The net-zero by 2040 commitment was announced by JBS last year but was criticised for the fact that it excluded, in the first instance, Scope 3 (indirect) emissions. Further criticism was levelled at the business for setting emissions intensity goals rather than promising to cut emissions on an absolute basis. JBS has promised to set approved science-based targets, which would entail the development of absolute goals to cut emissions across all scopes.

Supporting the IATP’s research, which it has stated was conducted using the UN Food and Agriculture Organisation’s GLEAM model, are Feedback and Desmog. According to the research, JBS’s operations and value chains generated 421.6 million metric tonnes of CO2e in 2021. This is a figure higher than Italy’s annual emissions for 2020, or the 2020 annual emissions of oil and gas major TotalEnergies.

JBS is yet to release its official sustainability report detailing progress in 2021. This is expected in July. The 2020 edition of its official sustainability report states that JBS’s operations and supply chains generated more than 123 million metric tonnes of CO2e in 2020, with year-on-year reductions recorded in Scope 2 and 3 emissions but a slight increase in Scope 1 emissions year-on-year. Overall, the report boasts of a 3.2% year-on-year reduction in the emissions intensity of operations.

edie contacted JBS for a response to the calculations and to the broader accusations of poor environmental governance and performance levelled by Desmog, Feedback at the IATP. A spokesperson for the business said the report “uses flawed methodology and grossly extrapolated data to make misleading claims, including the use of our processing capacity to estimate our emissions”.

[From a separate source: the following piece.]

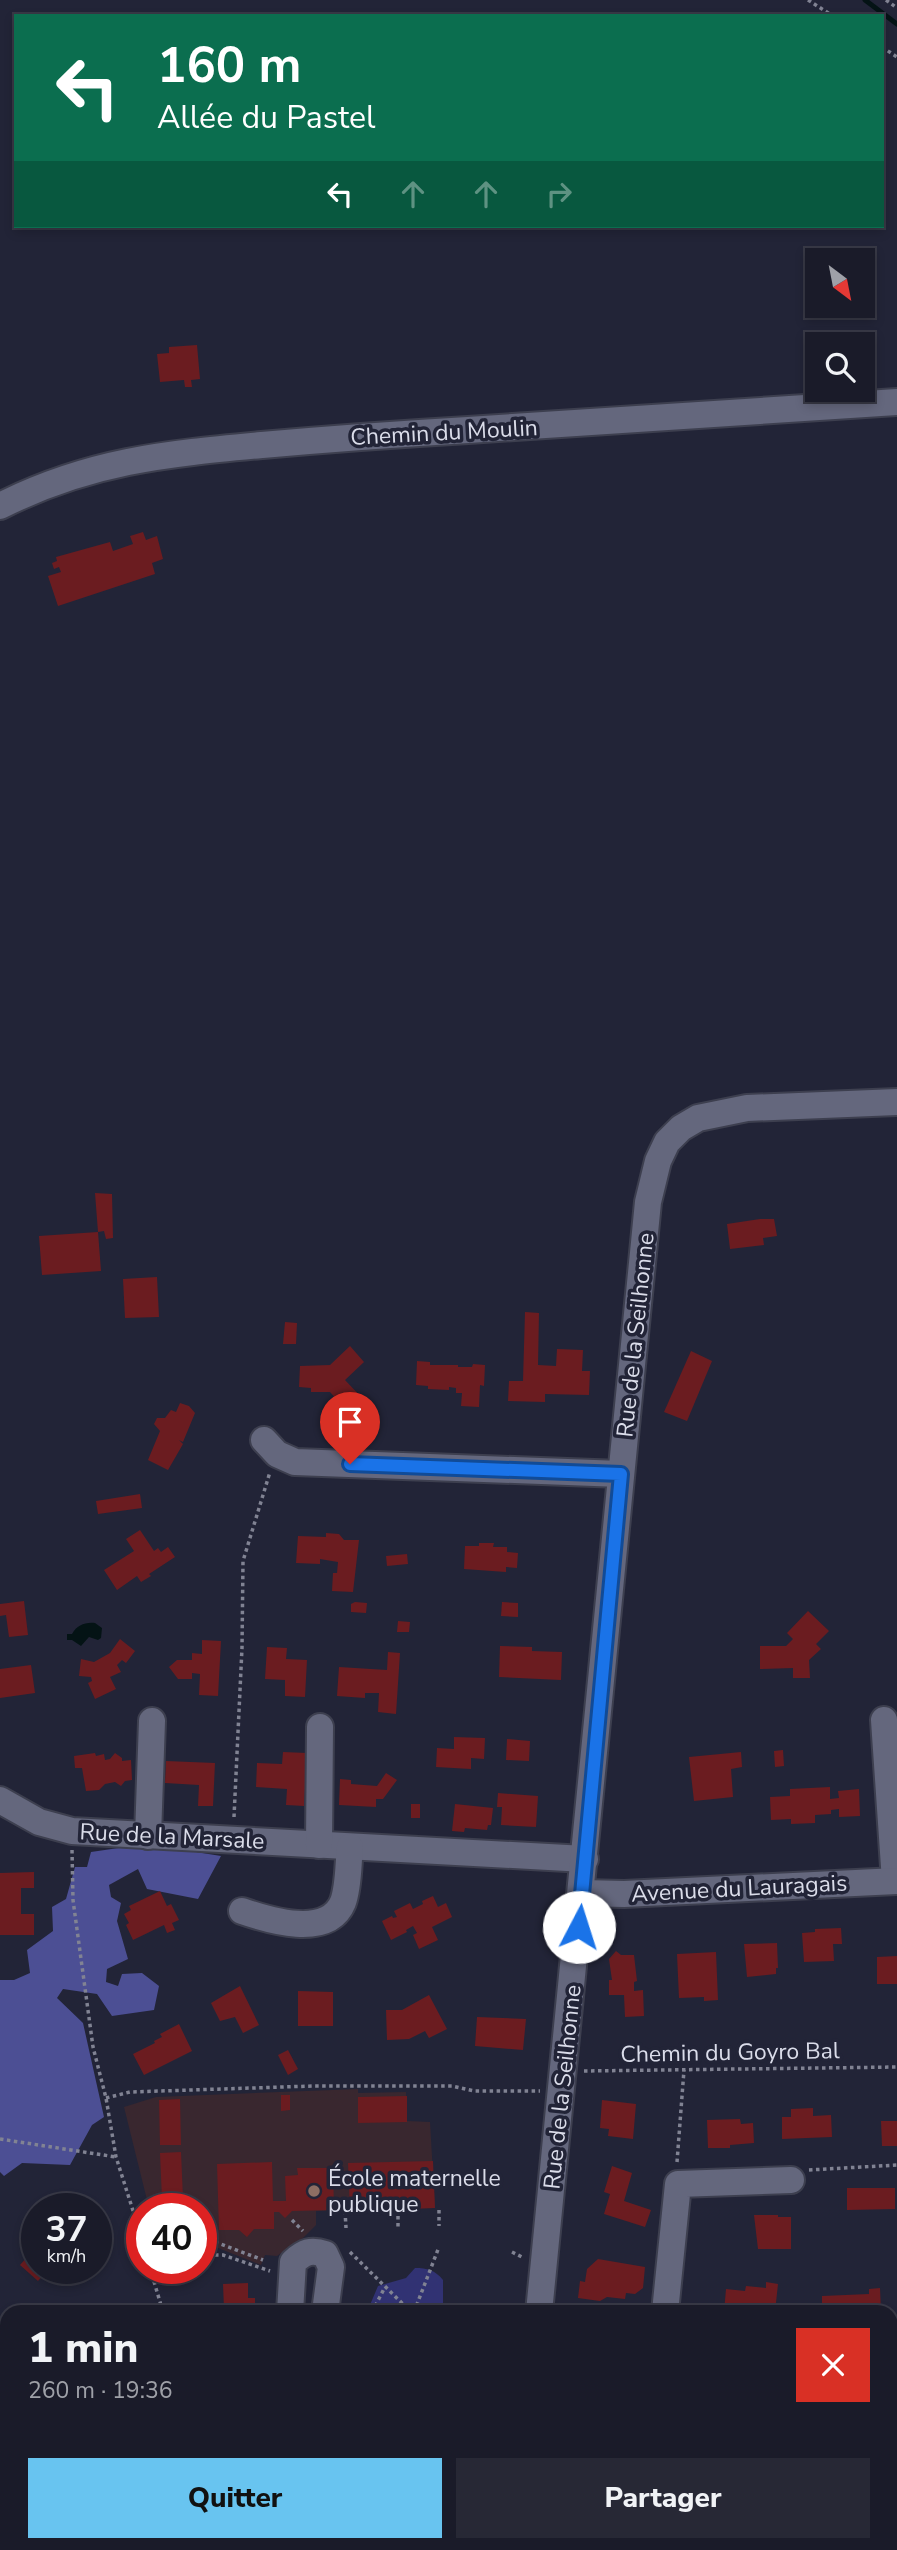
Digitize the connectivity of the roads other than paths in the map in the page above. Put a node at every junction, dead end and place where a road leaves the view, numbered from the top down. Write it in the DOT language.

The JBS spokesperson said: “While we do not agree with their methods and were not given the courtesy of contributing to, nor responding to, the report’s findings prior to publication, we have outreached to the NGO to review their findings in full in pursuit of our mutual goal. We have also outreached to independent expert advisers in this area to ensure a transparent science-based approach. ”

The spokesperson added that it work is “underway” at JBS to improve emissions disclosure and to achieve verification for its net-zero goal from at least one third party. They maintained that the net-zero goal is “ambitious” and that the business “has been transparent”.

“It’s mind-blowing that JBS can continue to make climate claims to investors, even as the company massively increases its emissions,” said the IATP’s director for Europe, Shefali Sharma.

“Our updated emissions estimates show clearly the harm being done by empty net-zero announcements. Investors gathering at today’s AGM shouldn’t be fooled by this greenwash. We need public, independent and accountable systems for monitoring these companies’ emissions. Governments need to step up and regulate these companies and support a transition out of this destructive model of industrial livestock production.”

Joining these calls to action for investor and corporate action, paired with greater regulation, are Mighty Earth and Greenpeace. Mighty Earth is also advocating for businesses and individuals to shift to more plant-based diets, to help avoid some of the systemic sustainability challenges in the global meat value chain.